DynDNS, immediately after the massive hacker attack suffered last October 21, has lost about 8% of the internet domains it managed
The estimates come from an analysis conducted by Dan Dahlberg, a researcher at BitSight Technologies in Cambridge, which speaks of a more than 14 thousand who have abandoned DNS (Domain Name System) services offered by the New Hampshire-based company.

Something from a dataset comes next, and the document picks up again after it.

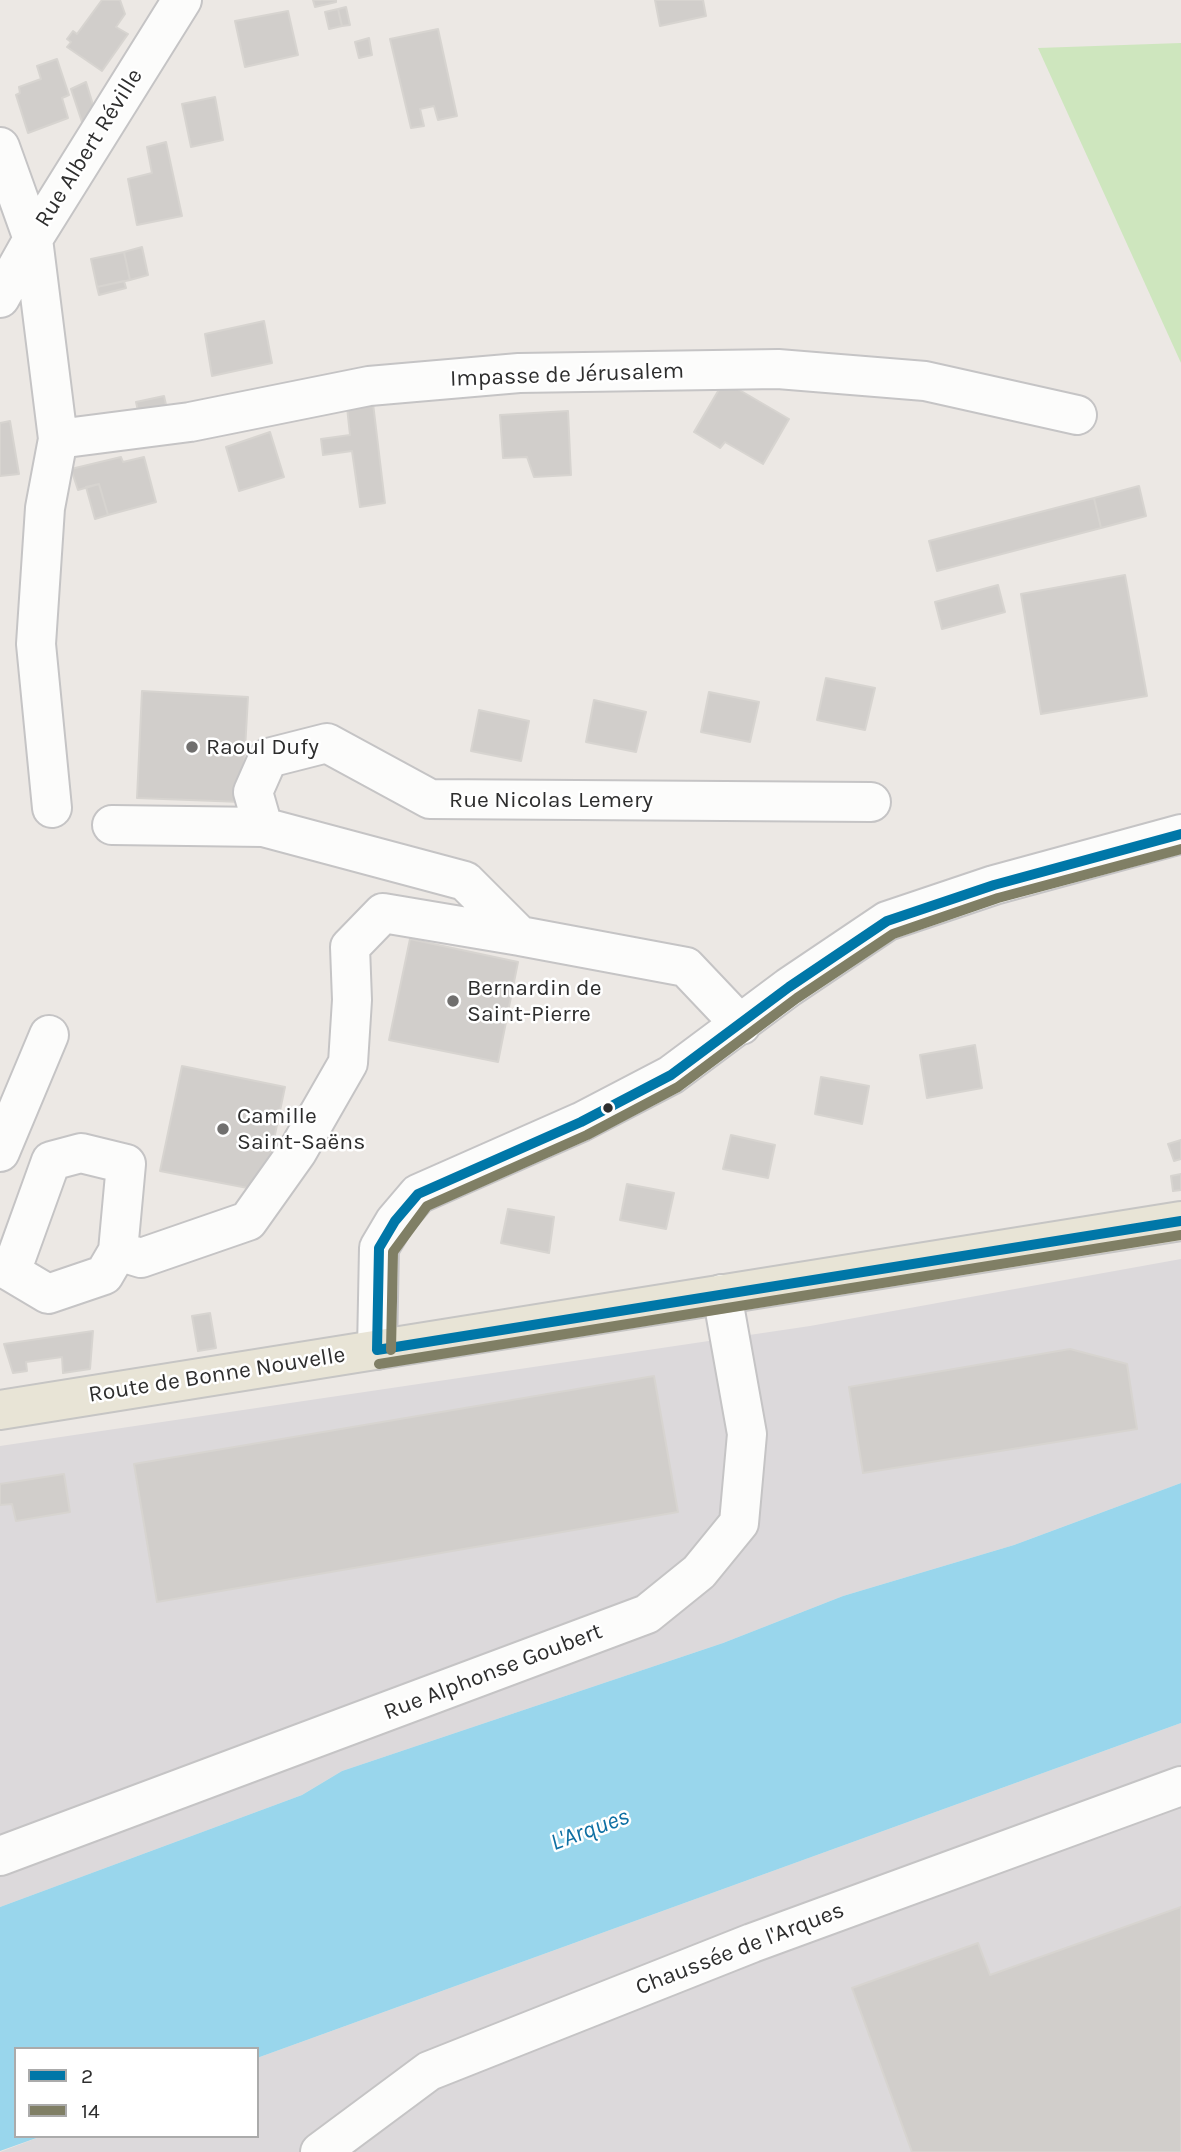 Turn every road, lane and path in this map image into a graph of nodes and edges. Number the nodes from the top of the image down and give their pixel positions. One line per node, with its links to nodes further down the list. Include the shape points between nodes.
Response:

All because of a DDoS (distributed denial of service) attack aimed at the global population of Internet of Things devices, such as security cameras and video recorders (DVRs) connected to the web and infected by the Mirai malware. And at the expense is anyone who relied on DNS services provided by DynDNS to resolve domain names into IP addresses and vice versa. A DNS service, in practice, is a technology at the base of the web functioning that translates human-understandable domains (such as “libero.it “) into numeric IP addresses for the use of computers, and various devices, that make Internet communication possible. If one of these DNS services is down, it wreaks havoc on the web.
Internet in chaos
And the havoc was wreaked first when, this powerful Mirai malware infected a huge number of devices, which in turn messed up Dyn’s DNS services they were connected to which, subsequently made it impossible for a large number of domains, and therefore people, to access the Internet and connect to widely used sites such as PayPal, Twitter, Reddit, Amazon, Netflix and Spotify. “The data shows that Dyn lost a large number of customers because they were affected by Mirai,” explains Dan Dahlberg. How did this play out? DynDNS was recently acquired by Oracle Corporation.